A atriz coletou, ainda, impressões de atores e diretores da nova geração, pediu a Henri Cartier-Bresson que a fotografasse e juntou depoimentos, alguns por fax, de antigos e recentes comparsas, entre os quais Godard, Michael Cimino, Andrzej Wajda, Marco Ferreri e Hal Hartley (que a dirigiu, meses atrás, em "Amateur", prestes a ser lançado nos EUA).
Com desembaraço, acuidade e surpreendente erudição, Huppert faz observações interessantíssimas sobre o ato criador, a solidão do ator, a psicanálise, a função do tempo (no sentido de "durée") na construção do espaço nas montagens de Bob Wilson, a imobilização nos quadros de Soulages, o voyeurismo dos personagens de Almodóvar e a ausência de um "olhar humanista" nos filmes policiais dos anos 80 e 90.
Qual atriz brasileira seria capaz de fazer isso tudo? Nenhuma. Até porque andam muito ocupadas paparicando o Gerald Thomas.

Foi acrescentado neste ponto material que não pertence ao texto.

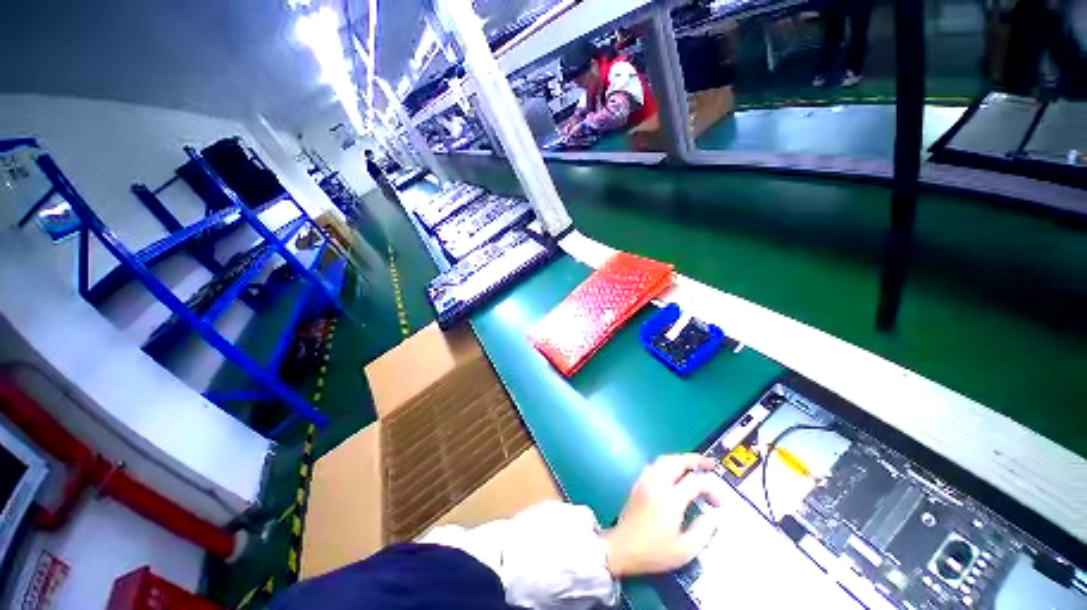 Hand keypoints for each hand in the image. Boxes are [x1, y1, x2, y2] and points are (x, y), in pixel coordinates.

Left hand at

Para terminar, o trecho de um fax de Hartley (de quem, aliás, Almodóvar se diz "macaco de auditório"):
"Fiquei muito feliz por você ter gostado do roteiro (de 'Amateur'). Fazia tempo que sonhava com a personagem de Isabelle. Em meus filmes, algumas pessoas fazem perguntas e outras não. As que fazem perguntas são os meus heróis e as minhas heroínas. Isabelle, decididamente, é uma personagem que faz perguntas. E o que me fascina é ela fazer as perguntas mais mirabolantes deste mundo com a 'aisance' e a simplicidade com que perguntamos onde fica o posto de gasolina mais próximo."
Até no nome a Isabelle do novo filme de Hartley é a cara (e a "aisance") de Isabelle Huppert.